Il “Pesce gatto” in un certo senso è il re dei pesci di acqua dolce, soprattutto dei fiumi e dei laghi americani, ma è anche una delle figure ricorrenti in alcune delle iconografie classiche del Blues, e per Popa Chubby che si è autoproclamato “The King Of The New York City Blues” era quasi inevitabile che prima o poi si arrivasse a questo titolo. E il nostro amico Ted Horowitz lo fa in quello che è il suo esordio per una nuova etichetta discografica, la earMUSIC, che si avvicenda alla Dixiefrog e alla Blind Pig, oltre alla Provogue che per un paio di album aveva distribuito i prodotti dell’artista americano. The Catfish arriva dopo il buon doppio dal vivo dello scorso anno Big, Bad and Beautiful ed il precedente I’m Feelin’ Lucky (The Blues According To Popa Chubby), un album dai risultati altalenanti almeno per il sottoscritto, dopo le buone prove per la Provogue. Devo dire che ad un primo ascolto questo album non mi aveva convinto del tutto, ma poi risentito a volumi consoni, cioè alti, tutto comincia, almeno nella prima parte, ad assumere un senso: dalla scarica di adrenalina del vigoroso funky-blues-rock dell’iniziale Going Downtown, con wah-wah a tutta manetta e la sezione ritmica Matt Lapham, basso e Dave Moore, batteria che ci dà dentro di brutto, all’altrettanto virulenta Good Thing che qualcuno ha voluto accostare al funky di Prince, ma secondo chi scrive si avvicina più a quello classico di Sly & Family Stone o al limite dei Parliament/Funkadelic, con decise galoppate della solista del Popa che maltratta di gusto la sua chitarra, ben coadiuvato anche dal piano del bravo tastierista Dave Keyes.
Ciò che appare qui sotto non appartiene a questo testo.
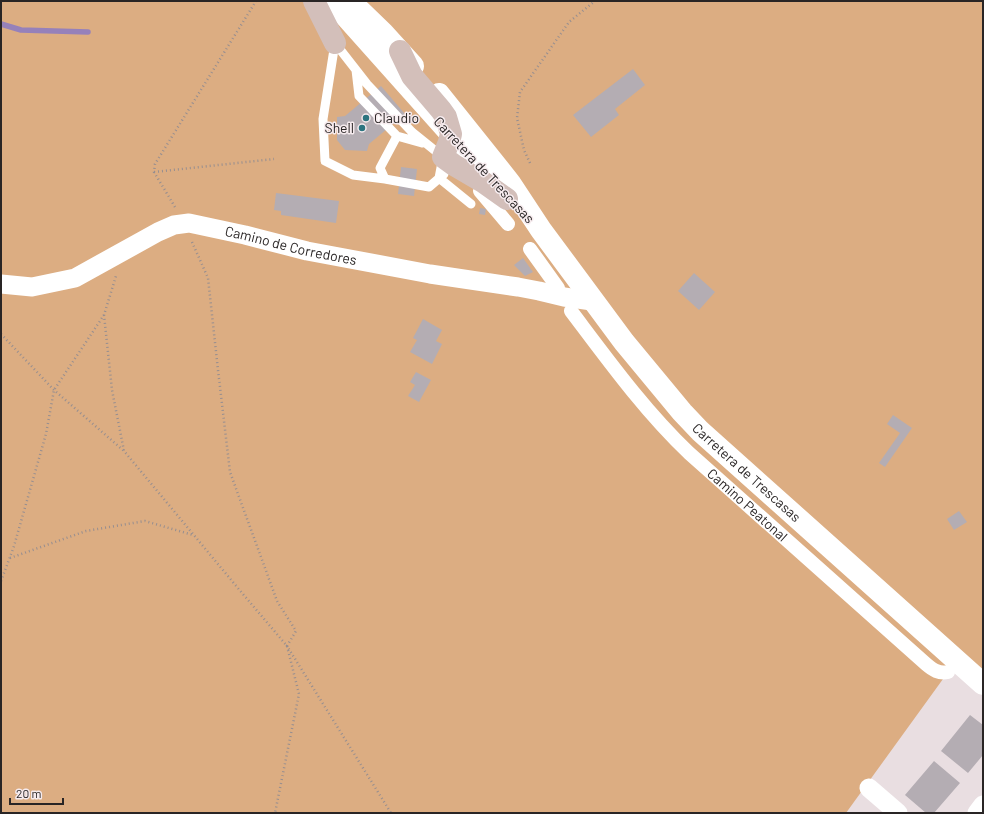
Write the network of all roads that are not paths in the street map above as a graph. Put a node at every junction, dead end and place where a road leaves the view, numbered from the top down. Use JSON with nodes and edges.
{"nodes":[{"id":1,"x":308,"y":1,"type":"edge"},
{"id":2,"x":332,"y":1,"type":"edge"},
{"id":3,"x":350,"y":1,"type":"edge"},
{"id":4,"x":335,"y":44,"type":"junction"},
{"id":5,"x":400,"y":51,"type":"junction"},
{"id":6,"x":356,"y":70,"type":"junction"},
{"id":7,"x":451,"y":134,"type":"junction"},
{"id":8,"x":396,"y":136,"type":"junction"},
{"id":9,"x":441,"y":161,"type":"junction"},
{"id":10,"x":385,"y":179,"type":"junction"},
{"id":11,"x":480,"y":191,"type":"dead end"},
{"id":12,"x":507,"y":199,"type":"junction"},
{"id":13,"x":471,"y":204,"type":"dead end"},
{"id":14,"x":508,"y":224,"type":"dead end"},
{"id":15,"x":542,"y":230,"type":"junction"},
{"id":16,"x":530,"y":249,"type":"dead end"},
{"id":17,"x":1,"y":284,"type":"edge"},
{"id":18,"x":558,"y":288,"type":"dead end"},
{"id":19,"x":592,"y":301,"type":"junction"},
{"id":20,"x":571,"y":311,"type":"dead end"},
{"id":21,"x":948,"y":672,"type":"dead end"},
{"id":22,"x":983,"y":684,"type":"edge"},
{"id":23,"x":869,"y":788,"type":"dead end"},
{"id":24,"x":983,"y":805,"type":"edge"},
{"id":25,"x":898,"y":813,"type":"edge"},
{"id":26,"x":977,"y":813,"type":"edge"}],
"edges":[{"from":1,"to":4,"type":"main road"},
{"from":2,"to":7,"type":"street","name":"Carretera de Trescasas"},
{"from":3,"to":5,"type":"street","name":"Carretera de Trescasas"},
{"from":4,"to":6,"type":"lane"},
{"from":4,"to":10,"type":"lane"},
{"from":5,"to":7,"type":"main road"},
{"from":5,"to":15,"type":"street","name":"Carretera de Trescasas"},
{"from":6,"to":8,"type":"lane"},
{"from":6,"to":9,"type":"lane"},
{"from":7,"to":9,"type":"main road"},
{"from":7,"to":12,"type":"street","name":"Carretera de Trescasas"},
{"from":8,"to":9,"type":"lane"},
{"from":8,"to":10,"type":"lane"},
{"from":9,"to":10,"type":"lane"},
{"from":9,"to":12,"type":"main road"},
{"from":9,"to":13,"type":"lane"},
{"from":11,"to":14,"type":"street"},
{"from":12,"to":15,"type":"street","name":"Carretera de Trescasas"},
{"from":15,"to":19,"type":"street","name":"Carretera de Trescasas"},
{"from":16,"to":18,"type":"street"},
{"from":17,"to":19,"type":"street","name":"Camino de Corredores"},
{"from":19,"to":22,"type":"street","name":"Carretera de Trescasas"},
{"from":20,"to":21,"type":"street","name":"Camino Peatonal"},
{"from":23,"to":25,"type":"street"},
{"from":24,"to":26,"type":"street"}]}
Anche la versione reggae e strumentale del famoso classico degli Everly BrothersBye Bye Love al primo giro non mi aveva acchiappato subito, mi era parsa pacchiana, ma ai giusti volumi si gusta il suono rotondo e corposo del basso, le accelerazioni della batteria e soprattutto della solista di Popa Chubby che si diverte un mondo a rifare questa piccola perla del primo rock. Cry Till It’s A Dull Ache ha qualche retrogusto del suono Muscle Shoals che usciva dai dischi soul della Memphis dell’epoca dorata, mista alle solite energiche folate del blues chitarristico del musicista newyorkese, ben sostenuto anche dalle tastiere di Keyes che in tutto il disco aggiungono piccole coloriture extra al solito sound da power trio. In Wes Is More il nostro amico addirittura si cimenta con il jazz after hours del grande Wes Montgomery, in un brano felpato ed inconsueto dove si apprezza tutta la perizia tecnica di Chubby e soci. Motorhead Saved My Life è un brano “duretto” anziché no (anche se non come potrebbe far pensare il titolo) dove Horowitz rende omaggio ad uno degli “eroi” musicali” della sua formazione musicale giovanile, Lemmy, già coverizzato in passato con una versione di Ace Of Spades che era su The Fight Is On, e qui trattato con un impeto più garage che metal, per quanto energico.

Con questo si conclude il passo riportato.